DayZ creator reveals a "Kerbal Space Program killer" with kittens and challenges license owners to sue him
A new solar system! Multiplayer! Life support! Possibly out in 2025!
· Rock Paper ShotgunStationeers and Icarus developers RocketWerkz are making a spiritual successor to beloved space sim Kerbal Space Program, which is currently titled "Kitten Space Agency" in a flagrant display of adherence to wholesome internet trends. It's based on an actual Kerbal Space Program 2 pitch the studio threw at Take-Two subsidiary Private Division back in the day. RocketWerkz CEO and original DayZ creator Dean Hall has hired several former KSP and KSP2 developers to work on the game, and is describing it on social media as a "KSP killer".
I'm not sure KSP2, at least, needs to be "killed" at this point. The sequel - which once thrilled with talk of interstellar travel and lightyear-wide braking manouevres - appears to have been abandoned, with Take-Two gutting developers Intercept Games back in May. Still, I'm happy to learn that somebody else is wrestling with the important problem of how you simulate an entire solar system without blowing up your office.
Hall - who has made KSP mods in the past - has posted about the new game on Reddit, as passed on by tireless Maw feeder MiniMatt. "Our studio actually was in the bidding to make KSP2 and we made it to the top three bids," Hall writes in the thread. "The final step was a call [with] Private Division.
"I put a lot of work with into a good design document and opted to keep the focus entirely on this design and the technical aspects of the project," he continues. "This was a serious problem for two of the people on the call who said we were the only pitch that did not contain art. Obviously our studio wasn't chosen." (I have fixed a couple of Hall's typos here, because I am nice.)

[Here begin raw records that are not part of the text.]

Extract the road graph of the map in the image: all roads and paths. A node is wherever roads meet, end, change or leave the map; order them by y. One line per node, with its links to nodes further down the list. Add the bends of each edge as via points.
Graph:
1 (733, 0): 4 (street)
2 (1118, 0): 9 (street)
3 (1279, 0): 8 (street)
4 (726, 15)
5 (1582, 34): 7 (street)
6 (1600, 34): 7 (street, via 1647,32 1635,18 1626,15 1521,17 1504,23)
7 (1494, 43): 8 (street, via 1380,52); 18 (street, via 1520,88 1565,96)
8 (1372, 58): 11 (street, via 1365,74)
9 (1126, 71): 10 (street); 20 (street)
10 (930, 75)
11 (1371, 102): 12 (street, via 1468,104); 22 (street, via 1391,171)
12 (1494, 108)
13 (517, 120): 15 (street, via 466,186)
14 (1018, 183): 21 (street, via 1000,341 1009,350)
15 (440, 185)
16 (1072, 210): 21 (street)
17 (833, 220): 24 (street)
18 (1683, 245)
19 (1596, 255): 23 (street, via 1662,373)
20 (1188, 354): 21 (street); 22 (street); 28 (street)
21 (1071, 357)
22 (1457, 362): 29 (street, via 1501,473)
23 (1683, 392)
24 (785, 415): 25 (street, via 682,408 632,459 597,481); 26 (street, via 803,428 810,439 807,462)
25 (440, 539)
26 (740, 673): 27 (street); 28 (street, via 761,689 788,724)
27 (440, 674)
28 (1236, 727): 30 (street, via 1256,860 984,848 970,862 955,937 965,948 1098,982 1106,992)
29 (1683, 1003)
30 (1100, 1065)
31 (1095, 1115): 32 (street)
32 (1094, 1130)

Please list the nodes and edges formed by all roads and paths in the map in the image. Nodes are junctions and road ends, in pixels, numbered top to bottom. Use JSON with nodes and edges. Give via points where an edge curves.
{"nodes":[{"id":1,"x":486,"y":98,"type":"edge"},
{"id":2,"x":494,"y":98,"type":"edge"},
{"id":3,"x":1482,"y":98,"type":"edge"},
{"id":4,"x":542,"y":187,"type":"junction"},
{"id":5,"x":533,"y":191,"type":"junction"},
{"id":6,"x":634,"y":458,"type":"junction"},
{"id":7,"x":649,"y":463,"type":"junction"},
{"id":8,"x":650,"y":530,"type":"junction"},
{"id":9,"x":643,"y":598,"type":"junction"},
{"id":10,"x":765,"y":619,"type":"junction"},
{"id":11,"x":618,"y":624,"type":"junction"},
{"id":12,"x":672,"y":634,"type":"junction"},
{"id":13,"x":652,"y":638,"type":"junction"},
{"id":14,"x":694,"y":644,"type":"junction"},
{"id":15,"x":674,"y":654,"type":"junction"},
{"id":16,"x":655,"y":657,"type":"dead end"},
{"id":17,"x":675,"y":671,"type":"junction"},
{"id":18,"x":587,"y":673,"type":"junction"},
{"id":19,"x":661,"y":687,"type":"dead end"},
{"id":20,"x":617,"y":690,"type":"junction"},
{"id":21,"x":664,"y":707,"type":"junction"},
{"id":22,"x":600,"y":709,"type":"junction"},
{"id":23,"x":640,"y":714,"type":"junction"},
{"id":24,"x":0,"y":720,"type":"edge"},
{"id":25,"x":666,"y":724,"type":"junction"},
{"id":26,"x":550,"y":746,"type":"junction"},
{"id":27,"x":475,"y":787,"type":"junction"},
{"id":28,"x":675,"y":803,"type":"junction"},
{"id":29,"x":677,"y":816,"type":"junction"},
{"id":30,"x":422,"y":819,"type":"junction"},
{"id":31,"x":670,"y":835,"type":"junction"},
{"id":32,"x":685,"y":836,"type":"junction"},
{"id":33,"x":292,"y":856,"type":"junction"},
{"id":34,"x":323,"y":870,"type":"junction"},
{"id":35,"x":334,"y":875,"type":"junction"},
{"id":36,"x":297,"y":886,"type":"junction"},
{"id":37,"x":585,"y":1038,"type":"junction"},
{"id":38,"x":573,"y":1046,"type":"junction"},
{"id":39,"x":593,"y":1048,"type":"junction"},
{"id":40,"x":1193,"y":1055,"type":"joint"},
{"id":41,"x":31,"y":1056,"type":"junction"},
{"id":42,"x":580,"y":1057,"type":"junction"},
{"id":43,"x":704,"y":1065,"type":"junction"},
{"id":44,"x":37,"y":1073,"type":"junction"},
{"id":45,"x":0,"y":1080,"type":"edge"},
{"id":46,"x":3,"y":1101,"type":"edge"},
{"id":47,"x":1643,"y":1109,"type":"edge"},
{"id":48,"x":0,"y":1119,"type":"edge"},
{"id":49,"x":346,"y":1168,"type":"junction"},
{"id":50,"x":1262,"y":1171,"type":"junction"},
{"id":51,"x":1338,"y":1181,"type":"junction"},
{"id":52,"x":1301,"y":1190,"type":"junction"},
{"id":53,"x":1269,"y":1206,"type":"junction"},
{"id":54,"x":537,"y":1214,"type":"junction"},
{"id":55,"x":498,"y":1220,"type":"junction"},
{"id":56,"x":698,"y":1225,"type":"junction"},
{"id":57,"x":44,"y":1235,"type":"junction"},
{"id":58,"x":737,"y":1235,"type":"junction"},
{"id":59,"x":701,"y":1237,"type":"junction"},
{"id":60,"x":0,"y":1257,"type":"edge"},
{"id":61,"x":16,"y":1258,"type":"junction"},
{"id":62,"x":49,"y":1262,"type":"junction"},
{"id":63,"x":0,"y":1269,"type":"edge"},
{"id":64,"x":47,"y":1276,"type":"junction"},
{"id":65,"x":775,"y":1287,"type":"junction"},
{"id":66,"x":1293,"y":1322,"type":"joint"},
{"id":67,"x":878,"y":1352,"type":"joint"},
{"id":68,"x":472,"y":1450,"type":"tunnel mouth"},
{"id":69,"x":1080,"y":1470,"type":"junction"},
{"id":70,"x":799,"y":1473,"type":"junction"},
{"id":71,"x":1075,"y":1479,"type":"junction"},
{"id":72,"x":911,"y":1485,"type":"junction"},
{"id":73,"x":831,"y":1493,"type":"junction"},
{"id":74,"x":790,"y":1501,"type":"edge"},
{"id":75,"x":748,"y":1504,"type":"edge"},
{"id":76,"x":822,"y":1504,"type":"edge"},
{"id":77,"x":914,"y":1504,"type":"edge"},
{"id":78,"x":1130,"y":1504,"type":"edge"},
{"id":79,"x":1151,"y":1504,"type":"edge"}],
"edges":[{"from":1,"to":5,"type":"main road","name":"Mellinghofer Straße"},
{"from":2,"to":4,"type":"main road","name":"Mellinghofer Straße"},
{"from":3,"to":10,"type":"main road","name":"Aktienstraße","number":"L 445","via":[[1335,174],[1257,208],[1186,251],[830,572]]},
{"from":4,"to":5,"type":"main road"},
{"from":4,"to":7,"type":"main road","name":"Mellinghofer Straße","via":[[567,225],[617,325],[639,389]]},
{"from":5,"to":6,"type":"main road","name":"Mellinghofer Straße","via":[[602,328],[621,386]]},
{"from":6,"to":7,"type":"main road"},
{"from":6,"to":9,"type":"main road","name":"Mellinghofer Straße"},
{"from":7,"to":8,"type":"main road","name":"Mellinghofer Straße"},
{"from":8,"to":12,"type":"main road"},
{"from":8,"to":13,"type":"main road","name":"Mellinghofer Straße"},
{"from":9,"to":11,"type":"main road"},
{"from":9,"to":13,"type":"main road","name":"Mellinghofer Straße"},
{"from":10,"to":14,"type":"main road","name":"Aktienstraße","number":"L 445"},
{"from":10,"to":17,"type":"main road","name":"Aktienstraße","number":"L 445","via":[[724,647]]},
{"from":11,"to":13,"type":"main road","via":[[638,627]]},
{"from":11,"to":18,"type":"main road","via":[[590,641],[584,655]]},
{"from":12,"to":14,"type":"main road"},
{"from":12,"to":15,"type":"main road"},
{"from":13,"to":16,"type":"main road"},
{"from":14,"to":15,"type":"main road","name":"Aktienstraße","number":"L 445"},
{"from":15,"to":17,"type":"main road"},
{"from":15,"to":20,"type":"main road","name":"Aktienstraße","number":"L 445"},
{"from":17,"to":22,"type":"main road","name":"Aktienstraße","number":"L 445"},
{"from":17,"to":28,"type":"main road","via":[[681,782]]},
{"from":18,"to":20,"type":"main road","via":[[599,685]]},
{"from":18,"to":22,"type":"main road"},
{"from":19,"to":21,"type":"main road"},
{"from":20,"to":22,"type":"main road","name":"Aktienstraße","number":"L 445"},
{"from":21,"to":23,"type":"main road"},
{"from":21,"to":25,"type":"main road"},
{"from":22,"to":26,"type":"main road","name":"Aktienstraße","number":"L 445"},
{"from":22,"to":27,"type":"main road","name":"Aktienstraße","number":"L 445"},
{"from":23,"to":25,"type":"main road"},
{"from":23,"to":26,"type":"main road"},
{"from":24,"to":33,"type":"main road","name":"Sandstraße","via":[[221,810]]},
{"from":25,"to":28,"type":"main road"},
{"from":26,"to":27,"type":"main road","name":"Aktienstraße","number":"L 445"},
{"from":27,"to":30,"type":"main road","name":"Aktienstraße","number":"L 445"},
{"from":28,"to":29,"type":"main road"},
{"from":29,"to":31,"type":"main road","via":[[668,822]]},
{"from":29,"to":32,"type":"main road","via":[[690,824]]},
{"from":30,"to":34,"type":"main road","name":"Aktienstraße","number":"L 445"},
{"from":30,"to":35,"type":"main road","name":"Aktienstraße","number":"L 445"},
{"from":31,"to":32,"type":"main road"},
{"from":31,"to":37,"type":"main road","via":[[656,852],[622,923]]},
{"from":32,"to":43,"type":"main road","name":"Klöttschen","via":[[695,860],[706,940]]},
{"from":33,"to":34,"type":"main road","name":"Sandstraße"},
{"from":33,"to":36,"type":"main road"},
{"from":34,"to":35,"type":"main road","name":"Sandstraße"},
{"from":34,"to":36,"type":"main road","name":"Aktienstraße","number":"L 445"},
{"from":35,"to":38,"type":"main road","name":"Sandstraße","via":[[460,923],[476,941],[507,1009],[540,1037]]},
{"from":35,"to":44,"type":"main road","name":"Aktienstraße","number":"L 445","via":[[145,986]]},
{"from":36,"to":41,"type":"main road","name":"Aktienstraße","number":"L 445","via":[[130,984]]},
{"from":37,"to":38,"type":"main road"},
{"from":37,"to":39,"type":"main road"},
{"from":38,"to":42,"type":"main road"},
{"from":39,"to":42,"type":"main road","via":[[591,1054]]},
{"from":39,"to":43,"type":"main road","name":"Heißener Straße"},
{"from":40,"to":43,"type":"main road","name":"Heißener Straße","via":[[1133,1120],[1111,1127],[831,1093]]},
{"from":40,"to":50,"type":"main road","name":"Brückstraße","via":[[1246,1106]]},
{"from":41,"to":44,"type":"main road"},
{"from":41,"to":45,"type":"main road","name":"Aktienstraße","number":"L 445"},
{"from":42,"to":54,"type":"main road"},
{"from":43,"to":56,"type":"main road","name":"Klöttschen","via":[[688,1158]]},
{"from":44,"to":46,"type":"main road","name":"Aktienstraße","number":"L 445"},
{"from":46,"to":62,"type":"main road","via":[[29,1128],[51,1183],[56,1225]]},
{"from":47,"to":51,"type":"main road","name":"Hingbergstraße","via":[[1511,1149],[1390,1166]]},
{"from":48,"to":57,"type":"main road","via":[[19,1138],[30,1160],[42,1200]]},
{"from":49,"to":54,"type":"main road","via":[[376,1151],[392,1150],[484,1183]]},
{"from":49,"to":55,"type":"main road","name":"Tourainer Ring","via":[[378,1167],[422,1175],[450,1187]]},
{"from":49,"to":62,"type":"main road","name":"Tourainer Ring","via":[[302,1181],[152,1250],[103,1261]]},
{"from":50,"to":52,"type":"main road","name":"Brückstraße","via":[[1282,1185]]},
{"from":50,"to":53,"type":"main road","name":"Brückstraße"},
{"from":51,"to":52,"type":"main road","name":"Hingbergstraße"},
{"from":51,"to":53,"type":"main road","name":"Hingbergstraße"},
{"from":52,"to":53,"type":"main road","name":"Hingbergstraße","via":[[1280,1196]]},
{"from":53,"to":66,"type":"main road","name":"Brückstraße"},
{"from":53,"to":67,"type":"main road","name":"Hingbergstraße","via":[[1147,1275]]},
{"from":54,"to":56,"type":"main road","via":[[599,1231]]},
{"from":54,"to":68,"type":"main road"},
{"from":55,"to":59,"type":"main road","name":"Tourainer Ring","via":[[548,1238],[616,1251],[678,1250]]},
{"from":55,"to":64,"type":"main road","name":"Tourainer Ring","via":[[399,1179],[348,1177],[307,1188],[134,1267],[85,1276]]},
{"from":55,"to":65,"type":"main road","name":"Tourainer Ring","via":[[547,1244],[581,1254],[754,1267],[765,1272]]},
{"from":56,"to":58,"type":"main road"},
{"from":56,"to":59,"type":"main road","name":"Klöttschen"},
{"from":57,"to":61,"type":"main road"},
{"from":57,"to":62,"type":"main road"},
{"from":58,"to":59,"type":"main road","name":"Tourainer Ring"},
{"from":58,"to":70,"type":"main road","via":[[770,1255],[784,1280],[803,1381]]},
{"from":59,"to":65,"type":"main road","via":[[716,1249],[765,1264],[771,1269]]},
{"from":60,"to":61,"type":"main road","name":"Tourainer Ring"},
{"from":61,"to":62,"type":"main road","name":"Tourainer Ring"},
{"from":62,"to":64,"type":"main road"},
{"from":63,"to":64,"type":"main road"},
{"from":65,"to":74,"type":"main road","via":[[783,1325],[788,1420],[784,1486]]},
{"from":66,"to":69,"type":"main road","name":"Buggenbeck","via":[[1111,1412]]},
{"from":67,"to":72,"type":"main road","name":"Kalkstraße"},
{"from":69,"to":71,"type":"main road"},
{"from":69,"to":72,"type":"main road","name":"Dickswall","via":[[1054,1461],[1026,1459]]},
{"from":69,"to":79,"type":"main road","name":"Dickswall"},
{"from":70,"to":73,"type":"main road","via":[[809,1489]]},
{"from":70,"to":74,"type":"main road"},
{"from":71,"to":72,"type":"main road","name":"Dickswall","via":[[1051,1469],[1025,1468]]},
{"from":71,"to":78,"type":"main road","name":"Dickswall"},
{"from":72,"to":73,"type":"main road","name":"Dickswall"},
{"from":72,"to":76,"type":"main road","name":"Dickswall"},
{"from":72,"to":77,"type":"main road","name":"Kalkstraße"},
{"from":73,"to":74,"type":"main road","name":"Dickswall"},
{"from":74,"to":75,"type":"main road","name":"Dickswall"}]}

The studio's catlike KSP slayer/reviver is being made with a set of in-house C# development tools, the BRUTAL Framework, which RocketWerkz feistily advertise as being "complicated, slow, and difficult to use". The key asset of the BRUTAL Framework seems to be that it lets developers and modders work directly with your GPU via the Vulkan API, allowing for "tremendous" scale.
There's a fair bit of technical detail in that Reddit thread, a mix of game engine specifics and abbreviated ruminations about physics. I fear to quote much of it in case I capitalise the wrong letter and accidentally delete my computer, or switch off local gravity. A lot of it is tilted towards modders: there are a few modders on the KSA team. But hidden in amongst phrases like "dealing with floating point precision loss" there is some chat about the project's direction and features for us regular, Earth-dwelling folks.
Hall says they're aiming "To replicate the same feeling, commitment, and challenge of existing KSP", because "base KSP is a great compromise between many factors when it comes to scale, and so we are not trying to reinvent that". Instead, they're focusing on "solid datastructures" and "ease of development for modders". They're planning to include off-world base building, life support systems, multiplayer functionality, and seamless movement between screens with no loading breaks during multicraft space missions.
The current builds use real-life solar system data for testing purposes, but the developers aim to construct their very own solar system for the game. The ship-building elements will be familiar, but RocketWerkz want to expand it with combinable "subparts" such as fairings and small tanks. And yes, Hall says the game currently has kitten characters, though that may change. "I think a certain amount of whimsy is important," he notes.
One reachier goal is to add an n-body physics system. I'm going to screw up describing this, but essentially, an n-body physics system dynamically simulates the relationships between bodies based on gravity, rather than "baking in" their motions. It's very hard to do this without dropping planets everywhere like balls of wool. RocketWerkz say there's a "small chance" of RocketWerkz developing such a simulation internally - they're currently trying to hire somebody with a PhD to apply the requisite high-density brain-magic - but it's likely this will be left for modders to figure out.
RocketWerkz won't charge for the first version of KSA, because Hall feels that KSP players are justifiably wary of committing to anything new and KSP-ish, after the disappointment of KSP2. "I think the community is very burned out," he comments. "Which is why the first version of KSA will be free, so people can try it out before wanting to follow progress and then later buying it when it releases." The initial release won't have any DRM, either.
You might wonder what Kerbal Space Program rights holders Take-Two Interactive make of all this. Are RocketWerkz concerned about getting sued for copyright theft or patent infringement? Not at all, says Hall. "They are welcome to try! Would be some great publicity for us. Also, I'm very bitter as I think they are a terrible company. So bring it on! We have great lawyers." Well then.
As for when they'll share more - Hall says modders should get "behind-the-scenes access late this year or early next to initial builds for feedback". Hall's hope is that open access might follow "maybe mid next year". In the Reddit thread he stresses that "it is critical to be skeptical" of a project this complex, so by all means drop into that thread and hold his feet to the fire. I'll just carry on tending to Spaceship RPS in the starless void of temporarily suspended comments.